The various resources are combined in production processes, which can be compared to what happens in a kitchen: ingredients are mixed together and exposed to energy by someone who — one hopes — has the required knowledge.

Knowledge is the key to the culinary outcomes.

But neither a meal, nor other goods and services come about automatically. This requires entrepreneurs—people with energy and vision to initiate the production process, tap into the available resources, and find additional ones.

Entrepreneurs often imagine and then implement new ways of combining the ingredients; they also often try to stimulate human wants (by advertising, for example) and try out new methods of production and new products (innovation).

Producing all those countless, diverse goods and services that people want in different places and at different times is an unimaginably complex task.

Even a simple department store stocks 50,000 different items, in different sizes and colors.

And to put an airliner into service, there are tens of thousands of components that thousands of different people have to design, produce, and transport to where these components are needed. Even producing a simple pencil Opens in new window requires the cooperation of countless people who never meet or know each other.

Enterprising people are not engaging in all these complicated and costly actions simply because of their enterprising nature. They have to be motivated.

Coordinating millions of partly ignorant people, who often struggle to find out pertinent facts, to do what millions of others want is unimaginably complex — and all these activities must ceaselessly adjust to changing circumstances (idem).

This is where institutions come in:

Institutions—customs, laws, and the like—are known, enforceable rules of behavior that come with penalties for not obeying the rules of the game (called sanctions).

Institutions can make the actions of individuals more predictable and help enormously with the difficult coordination problem.

In particular, institutions help in situations where enterprising people try out new factor combinations, new products or new ways of producing existing products.

Humans are social beings. To survive and thrive for any length of time they must interact with their follows.

However, one person cannot interact with another without some shared understanding about how the other will respond and be sanctioned for responding arbitrarily or contrary to previous agreement.

Individuals and businesses can only buy, sell, employ labor, invest, and explore innovations if they can have some confidence that their expectations will be met.

Much of the exchange between individuals and firms is based on repetitive operations. We prefer these to be predictable because that reduces frictions and uncertainties.

Human interactions, including in economic life, depend on some sort of mutual trust that is based on an order facilitated by institutions that sanction unpredictable and opportunistic behavior.

In our daily lives we interact with numerous people and organizations whom we scarcely know, but in whose predictable behavior we place great faith.
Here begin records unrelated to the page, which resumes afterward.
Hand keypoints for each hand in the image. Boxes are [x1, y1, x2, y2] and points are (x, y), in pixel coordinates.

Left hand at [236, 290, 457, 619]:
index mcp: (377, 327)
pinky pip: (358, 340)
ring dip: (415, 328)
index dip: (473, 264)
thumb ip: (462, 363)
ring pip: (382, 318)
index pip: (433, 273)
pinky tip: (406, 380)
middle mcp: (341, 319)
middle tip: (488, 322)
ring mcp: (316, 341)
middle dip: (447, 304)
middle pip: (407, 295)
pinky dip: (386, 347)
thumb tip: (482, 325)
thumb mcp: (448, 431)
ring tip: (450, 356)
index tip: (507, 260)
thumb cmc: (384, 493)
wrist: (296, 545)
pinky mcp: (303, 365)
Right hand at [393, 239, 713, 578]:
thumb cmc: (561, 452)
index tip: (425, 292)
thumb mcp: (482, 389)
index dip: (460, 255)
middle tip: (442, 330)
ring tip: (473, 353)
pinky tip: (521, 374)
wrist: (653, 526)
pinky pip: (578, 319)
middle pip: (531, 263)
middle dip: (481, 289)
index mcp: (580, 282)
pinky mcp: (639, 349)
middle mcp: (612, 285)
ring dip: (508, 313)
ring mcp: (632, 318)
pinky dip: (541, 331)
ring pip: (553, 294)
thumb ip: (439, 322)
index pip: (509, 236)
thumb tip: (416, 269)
We hand over our hard-earned money to a teller clerk, whose face we may not remember five minutes later, in a bank, about whose reserves and management we know nothing.

We allow ourselves to be operated upon by surgeons we have hardly met, in hospitals we had never seen from the inside before. We prepay for the delivery of a car made in a foreign country by workers we never met.
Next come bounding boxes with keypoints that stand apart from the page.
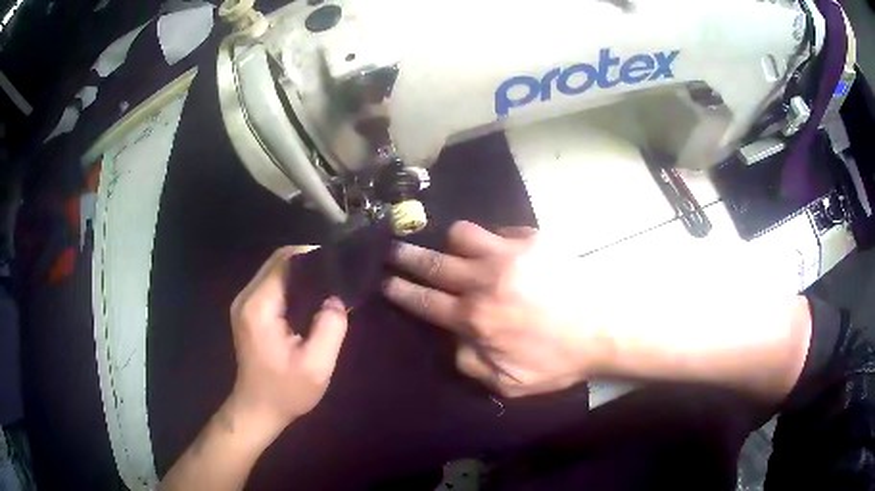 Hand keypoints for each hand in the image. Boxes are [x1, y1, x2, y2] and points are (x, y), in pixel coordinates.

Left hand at [228, 246, 348, 434]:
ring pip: (274, 270)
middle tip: (338, 272)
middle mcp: (247, 298)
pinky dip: (292, 283)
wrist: (258, 409)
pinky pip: (271, 284)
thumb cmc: (286, 392)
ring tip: (328, 282)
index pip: (284, 262)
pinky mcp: (248, 311)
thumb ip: (330, 328)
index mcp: (260, 307)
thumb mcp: (316, 366)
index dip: (313, 256)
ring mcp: (244, 304)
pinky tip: (311, 295)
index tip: (340, 263)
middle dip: (308, 261)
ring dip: (301, 271)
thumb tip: (337, 298)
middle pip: (277, 261)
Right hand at [382, 222, 603, 396]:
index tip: (385, 280)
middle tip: (393, 249)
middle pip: (432, 263)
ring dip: (452, 243)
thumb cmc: (558, 360)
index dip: (400, 290)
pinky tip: (502, 251)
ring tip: (455, 250)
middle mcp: (483, 281)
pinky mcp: (533, 239)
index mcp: (475, 318)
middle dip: (406, 256)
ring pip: (462, 235)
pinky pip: (500, 230)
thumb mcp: (509, 383)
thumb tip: (453, 340)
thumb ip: (470, 364)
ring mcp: (509, 254)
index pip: (424, 301)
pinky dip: (493, 240)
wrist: (605, 328) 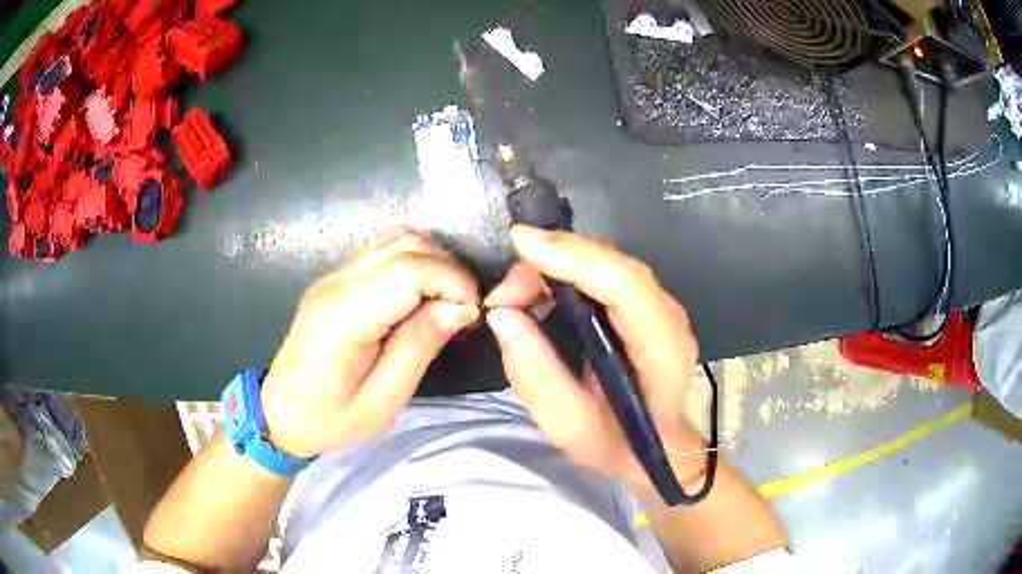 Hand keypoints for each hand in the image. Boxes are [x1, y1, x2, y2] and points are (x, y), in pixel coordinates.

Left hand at [261, 229, 479, 457]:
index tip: (471, 314)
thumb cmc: (329, 419)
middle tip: (462, 311)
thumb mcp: (382, 402)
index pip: (409, 269)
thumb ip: (418, 348)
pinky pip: (384, 250)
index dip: (452, 281)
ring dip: (433, 262)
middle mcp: (337, 283)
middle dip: (449, 270)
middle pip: (406, 244)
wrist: (279, 412)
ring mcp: (334, 275)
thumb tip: (461, 308)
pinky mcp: (336, 278)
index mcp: (344, 318)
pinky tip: (420, 296)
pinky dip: (414, 261)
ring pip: (397, 238)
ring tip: (444, 302)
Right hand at [484, 225, 702, 490]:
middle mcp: (669, 316)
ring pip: (605, 261)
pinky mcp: (645, 302)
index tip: (521, 241)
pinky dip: (565, 272)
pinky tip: (537, 293)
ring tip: (513, 298)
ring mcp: (660, 304)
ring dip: (554, 266)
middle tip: (503, 295)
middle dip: (551, 261)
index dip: (574, 256)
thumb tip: (502, 314)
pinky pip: (603, 271)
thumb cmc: (617, 443)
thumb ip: (535, 374)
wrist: (657, 445)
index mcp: (662, 350)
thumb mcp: (568, 426)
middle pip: (612, 264)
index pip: (625, 285)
Yet, in all these situations, we trust that we will get worthwhile service and that promises made will be kept. Why?

Because all these people are bound by constraints on their opportunistic temptations not to deliver or to short-change us we are able to assume that selfish breaches of the contracts we enter will incur sanctions of one sort or another.

Modern economic life therefore depends rather precariously on numerous written and unwritten rules. If they are widely violated—as in cases when society collapses after a lost war or during international chaos—many of the human interactions that we depend on are no longer possible; living standards and the quality of life then plummet.

The institutions that normally prevent this are therefore the very foundations on which our material wellbeing and sense of security are built.